Oggi oltre 21 milioni di sudanesi soffrono la fame ogni giorno. Due carestie sono già state dichiarate in meno di un anno e altre 20 località sono a rischio imminente, soprattutto nelle regioni del Darfur e del Kordofan. Secondo i dati umanitari, almeno 375.000 persone vivono in condizioni catastrofiche, affrontando fame estrema, malnutrizione acuta e un reale rischio di morte.
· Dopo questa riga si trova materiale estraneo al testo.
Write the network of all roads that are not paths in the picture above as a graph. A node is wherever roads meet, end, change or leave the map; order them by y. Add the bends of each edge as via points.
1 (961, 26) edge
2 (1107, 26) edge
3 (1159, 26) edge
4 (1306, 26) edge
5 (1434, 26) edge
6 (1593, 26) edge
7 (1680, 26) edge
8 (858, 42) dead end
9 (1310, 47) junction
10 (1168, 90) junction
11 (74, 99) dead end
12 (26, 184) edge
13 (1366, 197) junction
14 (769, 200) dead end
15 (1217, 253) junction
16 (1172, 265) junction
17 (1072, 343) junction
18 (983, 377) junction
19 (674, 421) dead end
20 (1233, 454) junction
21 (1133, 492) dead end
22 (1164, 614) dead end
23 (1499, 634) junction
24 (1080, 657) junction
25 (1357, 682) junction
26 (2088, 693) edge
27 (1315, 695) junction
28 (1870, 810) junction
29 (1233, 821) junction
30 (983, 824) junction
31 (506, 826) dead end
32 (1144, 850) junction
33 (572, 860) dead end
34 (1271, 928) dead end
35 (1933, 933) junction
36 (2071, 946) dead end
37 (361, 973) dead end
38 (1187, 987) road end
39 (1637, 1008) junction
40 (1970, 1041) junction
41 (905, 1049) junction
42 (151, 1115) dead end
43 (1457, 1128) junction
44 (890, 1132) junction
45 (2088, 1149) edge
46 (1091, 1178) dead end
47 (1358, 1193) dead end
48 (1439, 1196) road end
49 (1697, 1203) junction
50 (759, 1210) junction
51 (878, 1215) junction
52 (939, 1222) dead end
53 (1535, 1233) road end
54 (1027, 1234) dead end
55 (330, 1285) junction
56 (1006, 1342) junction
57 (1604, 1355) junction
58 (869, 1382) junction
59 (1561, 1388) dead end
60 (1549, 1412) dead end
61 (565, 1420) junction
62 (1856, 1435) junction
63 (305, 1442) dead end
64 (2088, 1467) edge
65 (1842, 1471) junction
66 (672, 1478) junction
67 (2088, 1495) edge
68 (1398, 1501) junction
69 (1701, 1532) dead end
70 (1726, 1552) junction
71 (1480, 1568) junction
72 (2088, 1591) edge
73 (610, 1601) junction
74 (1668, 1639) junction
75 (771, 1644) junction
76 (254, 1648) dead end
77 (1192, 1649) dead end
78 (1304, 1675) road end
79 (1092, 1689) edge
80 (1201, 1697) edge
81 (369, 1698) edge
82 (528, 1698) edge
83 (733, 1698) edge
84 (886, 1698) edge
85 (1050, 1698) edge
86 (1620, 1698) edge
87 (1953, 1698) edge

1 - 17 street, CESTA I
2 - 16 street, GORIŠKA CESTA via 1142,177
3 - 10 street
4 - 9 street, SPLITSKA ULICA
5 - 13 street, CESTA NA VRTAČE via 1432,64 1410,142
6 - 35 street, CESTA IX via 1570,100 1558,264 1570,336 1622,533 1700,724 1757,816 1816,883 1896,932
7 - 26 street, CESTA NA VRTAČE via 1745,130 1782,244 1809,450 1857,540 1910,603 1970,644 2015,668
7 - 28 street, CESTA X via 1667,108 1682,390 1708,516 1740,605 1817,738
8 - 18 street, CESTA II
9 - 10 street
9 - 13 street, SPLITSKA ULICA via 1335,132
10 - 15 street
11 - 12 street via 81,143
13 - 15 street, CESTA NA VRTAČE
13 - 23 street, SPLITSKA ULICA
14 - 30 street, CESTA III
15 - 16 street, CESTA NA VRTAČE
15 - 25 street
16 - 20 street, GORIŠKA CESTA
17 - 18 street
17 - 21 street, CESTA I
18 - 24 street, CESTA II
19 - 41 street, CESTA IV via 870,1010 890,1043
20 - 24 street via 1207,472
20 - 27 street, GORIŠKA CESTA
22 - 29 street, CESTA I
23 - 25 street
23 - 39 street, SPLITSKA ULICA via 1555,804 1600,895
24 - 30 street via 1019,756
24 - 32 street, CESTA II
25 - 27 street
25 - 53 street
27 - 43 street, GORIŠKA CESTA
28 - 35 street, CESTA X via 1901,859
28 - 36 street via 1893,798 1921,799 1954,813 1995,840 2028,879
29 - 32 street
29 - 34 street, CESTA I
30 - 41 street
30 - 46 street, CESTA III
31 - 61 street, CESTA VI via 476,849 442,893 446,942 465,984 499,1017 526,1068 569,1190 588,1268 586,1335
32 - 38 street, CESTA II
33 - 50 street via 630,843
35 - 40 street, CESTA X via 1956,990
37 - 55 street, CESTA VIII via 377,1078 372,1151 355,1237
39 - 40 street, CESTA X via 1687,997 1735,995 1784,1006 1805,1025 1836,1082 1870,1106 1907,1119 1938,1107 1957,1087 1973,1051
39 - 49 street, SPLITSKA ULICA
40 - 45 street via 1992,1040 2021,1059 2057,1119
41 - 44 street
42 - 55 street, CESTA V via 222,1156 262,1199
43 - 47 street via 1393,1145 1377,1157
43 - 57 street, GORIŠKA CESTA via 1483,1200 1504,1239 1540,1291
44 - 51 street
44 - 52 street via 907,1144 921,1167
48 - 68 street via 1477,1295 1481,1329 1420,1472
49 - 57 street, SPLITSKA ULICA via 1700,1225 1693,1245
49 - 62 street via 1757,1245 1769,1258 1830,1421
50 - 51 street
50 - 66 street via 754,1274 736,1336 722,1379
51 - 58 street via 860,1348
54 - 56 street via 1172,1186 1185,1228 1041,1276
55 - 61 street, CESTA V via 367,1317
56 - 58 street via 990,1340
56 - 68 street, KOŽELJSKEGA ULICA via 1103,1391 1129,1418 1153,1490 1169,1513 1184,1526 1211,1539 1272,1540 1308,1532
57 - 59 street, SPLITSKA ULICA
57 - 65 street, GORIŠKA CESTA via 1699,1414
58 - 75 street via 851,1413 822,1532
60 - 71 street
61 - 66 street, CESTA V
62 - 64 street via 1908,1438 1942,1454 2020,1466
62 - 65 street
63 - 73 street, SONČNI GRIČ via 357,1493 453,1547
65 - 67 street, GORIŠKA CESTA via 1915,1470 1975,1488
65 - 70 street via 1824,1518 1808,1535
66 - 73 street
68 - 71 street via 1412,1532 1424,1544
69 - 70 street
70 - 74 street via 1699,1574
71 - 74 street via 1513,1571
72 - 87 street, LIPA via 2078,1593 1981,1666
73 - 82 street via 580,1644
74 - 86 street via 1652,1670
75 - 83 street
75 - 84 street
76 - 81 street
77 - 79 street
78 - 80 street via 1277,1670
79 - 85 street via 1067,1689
In molte aree, le famiglie sono costrette a sopravvivere nutrendosi di foglie o mangimi per animali.

La storia di Amina (nome di fantasia per motivi di sicurezza) racconta più di qualsiasi statistica cosa significhi vivere questa emergenza. Sfollata all’interno del Paese, è arrivata con la sua famiglia nella comunità che oggi li ospita senza nulla. Fuggivano dalla violenza e ora sopravvivono grazie a piccoli lavori in un mercato locale. La scarsità di cibo e acqua è una costante e persino tornare a casa con gli aiuti umanitari ricevuti significa vivere nella paura che possano essere rubati lungo il tragitto. Il suo desiderio è semplice e urgente: sicurezza, dignità, la fine della guerra.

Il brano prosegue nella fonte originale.